==== SUPPLIED INFORMATION ====
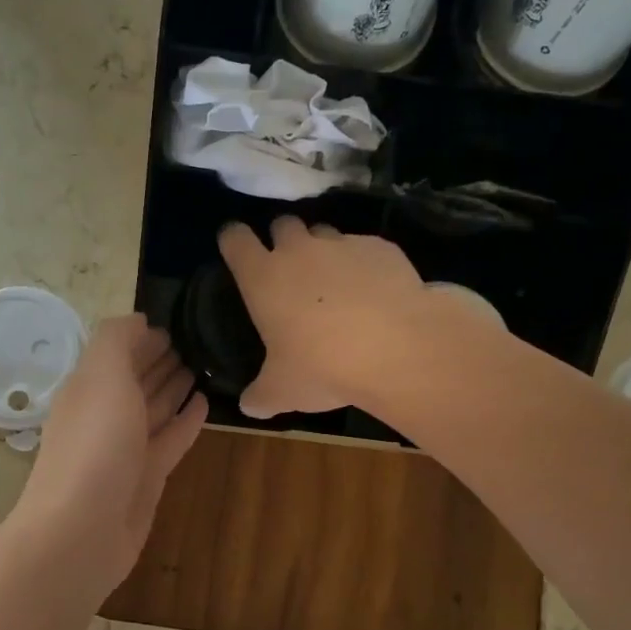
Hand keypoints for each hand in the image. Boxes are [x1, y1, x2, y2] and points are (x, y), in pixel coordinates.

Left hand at [15, 314, 207, 590]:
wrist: (82, 531)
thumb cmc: (94, 446)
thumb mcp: (102, 377)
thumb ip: (117, 341)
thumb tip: (140, 321)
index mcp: (88, 387)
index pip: (118, 352)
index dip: (144, 337)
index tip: (179, 322)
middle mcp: (105, 415)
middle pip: (136, 380)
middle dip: (161, 360)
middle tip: (198, 342)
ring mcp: (126, 449)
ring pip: (155, 409)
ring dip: (175, 387)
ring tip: (205, 366)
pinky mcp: (147, 478)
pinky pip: (170, 440)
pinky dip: (186, 421)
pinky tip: (205, 404)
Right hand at [218, 216, 430, 418]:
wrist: (397, 348)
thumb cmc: (323, 367)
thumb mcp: (283, 391)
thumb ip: (260, 396)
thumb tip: (248, 406)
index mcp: (263, 277)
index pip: (235, 239)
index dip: (233, 239)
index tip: (235, 247)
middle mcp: (299, 250)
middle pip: (282, 224)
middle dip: (282, 239)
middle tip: (290, 269)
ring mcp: (342, 244)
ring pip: (325, 232)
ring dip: (323, 249)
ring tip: (335, 282)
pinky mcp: (381, 248)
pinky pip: (365, 248)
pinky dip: (364, 264)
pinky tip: (375, 292)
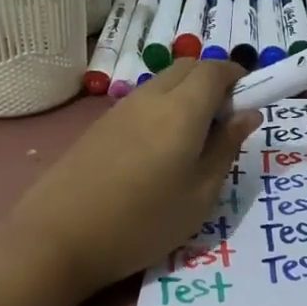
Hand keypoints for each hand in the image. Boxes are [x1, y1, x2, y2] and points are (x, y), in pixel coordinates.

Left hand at [9, 60, 259, 296]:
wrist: (57, 239)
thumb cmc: (142, 223)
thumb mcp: (200, 195)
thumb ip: (226, 148)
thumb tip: (248, 114)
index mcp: (182, 110)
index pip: (216, 69)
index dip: (238, 76)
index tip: (249, 100)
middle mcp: (151, 97)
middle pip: (188, 67)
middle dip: (213, 80)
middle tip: (223, 122)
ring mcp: (121, 108)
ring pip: (164, 82)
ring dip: (186, 94)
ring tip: (191, 141)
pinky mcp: (100, 124)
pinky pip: (143, 100)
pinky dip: (162, 108)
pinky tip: (157, 151)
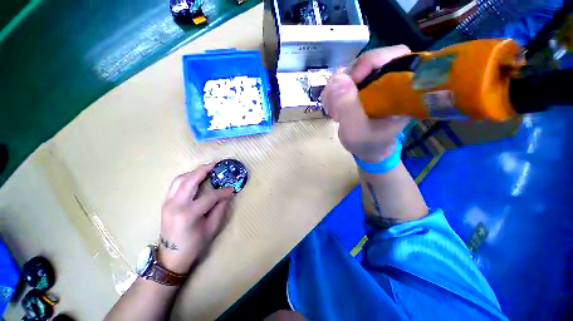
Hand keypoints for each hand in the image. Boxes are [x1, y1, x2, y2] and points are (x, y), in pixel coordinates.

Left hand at [158, 164, 233, 274]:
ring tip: (206, 169)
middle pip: (191, 181)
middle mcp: (176, 205)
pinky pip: (175, 185)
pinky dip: (186, 178)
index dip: (223, 191)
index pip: (210, 196)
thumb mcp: (211, 228)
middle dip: (204, 170)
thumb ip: (220, 209)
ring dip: (194, 172)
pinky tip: (195, 177)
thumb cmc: (194, 245)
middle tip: (216, 165)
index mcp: (188, 214)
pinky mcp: (165, 203)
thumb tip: (227, 194)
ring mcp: (167, 203)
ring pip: (180, 180)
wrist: (170, 257)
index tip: (232, 188)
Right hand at [321, 45, 411, 161]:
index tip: (352, 81)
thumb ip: (348, 108)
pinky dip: (334, 91)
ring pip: (352, 70)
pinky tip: (333, 107)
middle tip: (335, 101)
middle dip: (347, 78)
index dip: (371, 61)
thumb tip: (338, 78)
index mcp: (402, 90)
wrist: (367, 150)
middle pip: (369, 61)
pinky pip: (344, 80)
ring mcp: (374, 84)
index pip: (396, 55)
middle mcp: (390, 81)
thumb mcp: (356, 132)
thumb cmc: (367, 144)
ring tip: (333, 109)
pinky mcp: (362, 89)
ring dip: (336, 87)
====
*WHAT THE TASK ASKS*
Please state the number of lines in the listing that include the word "Left", with no other words.

*FINAL ANSWER*
3